But without the Franks converting to Christianity, for example, we wouldn't have had the Holy Roman Empire. (Which wasn't holy, roman, nor had more than a forgery as a claim to call itself an empire, but there we go.) Nor stuff like the investiture controversy later, which did decentralize that big of a chunk of Europe. We wouldn't have had the Byzantine conflicts with Armenia or with the Syriac churches, which conflict ultimately put it border to border with the Seljuk Turks and thus the disastrous war at Manzikert against Alp Arslan. (The resulting internal conflict is widely recognized as the beginning of the end for the Byzantines.) The Armenians knew how to deal with the turkish troops, Byzantium had no clue. Etc, etc, etc.

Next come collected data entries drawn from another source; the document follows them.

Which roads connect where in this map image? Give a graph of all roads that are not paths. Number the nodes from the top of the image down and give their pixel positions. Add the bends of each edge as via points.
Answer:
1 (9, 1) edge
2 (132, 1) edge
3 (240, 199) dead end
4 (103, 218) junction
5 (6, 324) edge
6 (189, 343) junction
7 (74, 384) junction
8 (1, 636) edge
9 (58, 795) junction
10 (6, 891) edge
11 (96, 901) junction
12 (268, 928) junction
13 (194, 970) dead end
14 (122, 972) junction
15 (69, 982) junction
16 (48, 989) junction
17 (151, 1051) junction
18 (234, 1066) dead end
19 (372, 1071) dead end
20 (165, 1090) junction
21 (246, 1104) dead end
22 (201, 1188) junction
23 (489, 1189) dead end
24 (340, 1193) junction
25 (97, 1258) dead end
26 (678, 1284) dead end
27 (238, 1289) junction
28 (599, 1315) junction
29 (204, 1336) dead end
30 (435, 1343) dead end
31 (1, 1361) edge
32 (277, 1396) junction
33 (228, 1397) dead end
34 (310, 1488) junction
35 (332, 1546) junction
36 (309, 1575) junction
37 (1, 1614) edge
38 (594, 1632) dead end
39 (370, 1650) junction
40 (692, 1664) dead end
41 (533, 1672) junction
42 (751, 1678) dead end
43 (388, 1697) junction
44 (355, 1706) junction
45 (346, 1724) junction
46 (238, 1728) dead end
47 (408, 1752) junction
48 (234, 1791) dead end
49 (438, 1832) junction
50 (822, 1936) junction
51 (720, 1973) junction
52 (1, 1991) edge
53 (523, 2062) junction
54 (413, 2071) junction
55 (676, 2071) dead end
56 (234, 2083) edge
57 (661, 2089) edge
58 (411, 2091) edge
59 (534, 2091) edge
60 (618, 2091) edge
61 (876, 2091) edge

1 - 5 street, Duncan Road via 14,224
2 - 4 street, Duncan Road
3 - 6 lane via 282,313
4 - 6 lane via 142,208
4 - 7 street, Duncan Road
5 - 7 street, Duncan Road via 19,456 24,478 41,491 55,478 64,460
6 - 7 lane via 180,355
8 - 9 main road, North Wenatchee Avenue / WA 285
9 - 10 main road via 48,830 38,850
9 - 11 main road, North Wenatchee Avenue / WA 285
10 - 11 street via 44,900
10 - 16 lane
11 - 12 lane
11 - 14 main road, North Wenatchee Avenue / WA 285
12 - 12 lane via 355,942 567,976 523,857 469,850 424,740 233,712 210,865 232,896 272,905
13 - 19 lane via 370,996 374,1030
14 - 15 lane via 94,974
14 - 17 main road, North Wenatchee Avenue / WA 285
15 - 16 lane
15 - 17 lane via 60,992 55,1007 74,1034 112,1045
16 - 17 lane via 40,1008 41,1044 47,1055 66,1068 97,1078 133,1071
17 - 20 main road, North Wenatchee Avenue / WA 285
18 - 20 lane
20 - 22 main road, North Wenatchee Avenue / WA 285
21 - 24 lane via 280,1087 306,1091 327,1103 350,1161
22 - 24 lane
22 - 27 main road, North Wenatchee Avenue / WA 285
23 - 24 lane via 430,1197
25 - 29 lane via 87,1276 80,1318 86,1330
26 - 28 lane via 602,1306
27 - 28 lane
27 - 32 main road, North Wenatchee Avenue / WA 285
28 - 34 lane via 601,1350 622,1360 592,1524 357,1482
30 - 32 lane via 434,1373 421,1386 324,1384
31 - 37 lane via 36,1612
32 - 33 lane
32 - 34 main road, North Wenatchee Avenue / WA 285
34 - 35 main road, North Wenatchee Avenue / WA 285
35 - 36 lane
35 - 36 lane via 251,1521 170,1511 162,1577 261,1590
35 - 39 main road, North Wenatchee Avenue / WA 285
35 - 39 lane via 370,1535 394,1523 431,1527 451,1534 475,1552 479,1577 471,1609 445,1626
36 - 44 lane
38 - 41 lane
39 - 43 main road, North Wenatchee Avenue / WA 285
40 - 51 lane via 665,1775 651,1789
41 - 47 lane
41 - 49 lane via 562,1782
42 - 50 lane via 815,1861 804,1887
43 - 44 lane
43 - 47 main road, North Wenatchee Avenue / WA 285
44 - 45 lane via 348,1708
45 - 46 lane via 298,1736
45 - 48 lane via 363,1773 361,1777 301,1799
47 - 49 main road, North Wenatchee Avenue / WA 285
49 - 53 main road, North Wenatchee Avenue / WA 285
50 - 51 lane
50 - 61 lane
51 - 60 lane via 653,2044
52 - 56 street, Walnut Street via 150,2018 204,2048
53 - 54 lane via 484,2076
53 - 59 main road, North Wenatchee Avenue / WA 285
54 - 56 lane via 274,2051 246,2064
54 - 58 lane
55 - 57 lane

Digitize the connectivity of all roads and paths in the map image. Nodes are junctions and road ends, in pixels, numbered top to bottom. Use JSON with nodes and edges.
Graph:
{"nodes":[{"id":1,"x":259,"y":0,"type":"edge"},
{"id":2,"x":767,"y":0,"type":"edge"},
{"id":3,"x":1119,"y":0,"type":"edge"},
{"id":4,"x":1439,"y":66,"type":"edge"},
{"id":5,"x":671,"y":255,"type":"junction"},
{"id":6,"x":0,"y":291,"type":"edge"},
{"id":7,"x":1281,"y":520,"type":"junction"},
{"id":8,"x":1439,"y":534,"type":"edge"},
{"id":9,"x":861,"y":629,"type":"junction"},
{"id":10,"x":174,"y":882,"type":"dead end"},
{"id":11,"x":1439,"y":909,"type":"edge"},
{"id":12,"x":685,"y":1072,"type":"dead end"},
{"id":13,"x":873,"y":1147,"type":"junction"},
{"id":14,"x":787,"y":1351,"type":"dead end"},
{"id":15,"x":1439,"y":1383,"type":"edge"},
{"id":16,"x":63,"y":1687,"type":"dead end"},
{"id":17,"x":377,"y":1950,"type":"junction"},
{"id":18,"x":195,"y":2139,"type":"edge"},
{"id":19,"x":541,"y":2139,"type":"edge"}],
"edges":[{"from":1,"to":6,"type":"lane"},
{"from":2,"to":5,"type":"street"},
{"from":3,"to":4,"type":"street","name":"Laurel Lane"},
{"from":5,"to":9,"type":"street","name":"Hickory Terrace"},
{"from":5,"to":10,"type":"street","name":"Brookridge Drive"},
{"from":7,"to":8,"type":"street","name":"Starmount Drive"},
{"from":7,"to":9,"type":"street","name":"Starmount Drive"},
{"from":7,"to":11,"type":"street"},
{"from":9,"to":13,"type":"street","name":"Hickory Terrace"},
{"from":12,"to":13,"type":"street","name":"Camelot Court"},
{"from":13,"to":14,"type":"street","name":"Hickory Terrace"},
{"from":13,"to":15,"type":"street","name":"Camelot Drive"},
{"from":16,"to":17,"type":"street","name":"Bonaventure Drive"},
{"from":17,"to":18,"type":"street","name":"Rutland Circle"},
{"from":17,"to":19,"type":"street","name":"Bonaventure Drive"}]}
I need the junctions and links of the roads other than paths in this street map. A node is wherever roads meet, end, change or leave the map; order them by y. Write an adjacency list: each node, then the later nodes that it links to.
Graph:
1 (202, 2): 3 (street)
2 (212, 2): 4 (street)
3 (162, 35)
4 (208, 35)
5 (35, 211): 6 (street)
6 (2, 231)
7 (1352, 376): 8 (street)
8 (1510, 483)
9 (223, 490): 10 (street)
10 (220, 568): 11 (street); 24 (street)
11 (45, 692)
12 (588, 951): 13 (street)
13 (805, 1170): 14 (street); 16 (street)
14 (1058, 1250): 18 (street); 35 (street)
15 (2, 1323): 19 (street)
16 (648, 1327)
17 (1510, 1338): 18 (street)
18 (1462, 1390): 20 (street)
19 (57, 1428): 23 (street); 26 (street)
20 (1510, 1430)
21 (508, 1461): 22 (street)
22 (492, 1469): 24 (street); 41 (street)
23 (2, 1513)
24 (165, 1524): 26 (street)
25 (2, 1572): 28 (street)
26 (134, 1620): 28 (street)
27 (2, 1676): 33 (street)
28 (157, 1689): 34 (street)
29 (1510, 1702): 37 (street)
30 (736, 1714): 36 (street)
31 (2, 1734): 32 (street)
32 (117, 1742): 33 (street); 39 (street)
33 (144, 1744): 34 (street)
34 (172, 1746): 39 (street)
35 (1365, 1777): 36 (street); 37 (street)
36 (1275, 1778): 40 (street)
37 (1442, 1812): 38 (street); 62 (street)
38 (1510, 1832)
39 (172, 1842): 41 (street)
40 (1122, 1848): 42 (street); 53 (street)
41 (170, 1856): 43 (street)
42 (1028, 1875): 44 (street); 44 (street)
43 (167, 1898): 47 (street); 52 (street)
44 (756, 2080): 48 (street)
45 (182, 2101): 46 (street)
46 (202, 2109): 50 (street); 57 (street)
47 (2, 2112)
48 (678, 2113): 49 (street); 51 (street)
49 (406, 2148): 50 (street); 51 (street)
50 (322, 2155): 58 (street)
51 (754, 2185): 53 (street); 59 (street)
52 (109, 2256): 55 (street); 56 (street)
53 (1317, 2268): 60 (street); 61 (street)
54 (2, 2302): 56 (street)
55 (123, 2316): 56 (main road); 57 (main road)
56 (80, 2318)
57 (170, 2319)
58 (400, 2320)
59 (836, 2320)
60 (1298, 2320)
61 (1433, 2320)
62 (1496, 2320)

It might have also had more subtle implications for the Roman empire, and its eventual demise, as it was an anti-Empire religion of the oppressed. The crucifix as a symbol wasn't just about Christ. It was a symbol of roman oppression, recognizable by everyone. It was an execution reserved only for non-citizens in occupied territories. Eventually the Empire _had_ to adopt this new religion, or be weakened from within by it. There also was at least an internal war in the Roman Empire, east against west, based on it.
The changes and influences are too many and too far reaching, to make that kind of pronouncement.
Would history have been better without the HRE and everything? We don't really know. That one religion pretty much sent the whole history of a continent, down an entirely different trouser leg of history. So different, that we can't even guess what was ahead down the other trouser leg.
Would we have still had slavery, for example, if the Roman empire continued as it was? The transition to feudalism was largely caused by the collapse of trade, order, and the centralized state, as Rome was no longer able to control its provinces. Even in Italy itself, Justinian's disastrous war of reconquest and the plague it brought, ensured the almost total collapse and made it easy prey for a tribe as primitive as the Lombards.
Was Christianity the worst religion possible, in the long run?
Well, Confucianism in China, for example, may not have had an Inquisition, but ensured almost total stagnation past a point. The imperial examination ensured that everyone who even hoped to have any official or teaching job at any level, had to learn by heart the same norms and precepts. There wasn't much room for trying anything new, and even conquerors like the Yuan dynasty (Mongolians) or Qing dynasty (Manchu), found it easier to just continue the system than try to change it. Sometimes with disastrous results, like the actual technology and military regression during the Qing dynasty.
I'll stick to China as an example for now, just because I can't be arsed to write a tome about every single zone and religion on Earth. Some would maybe make even better examples, but, eh, bear with me.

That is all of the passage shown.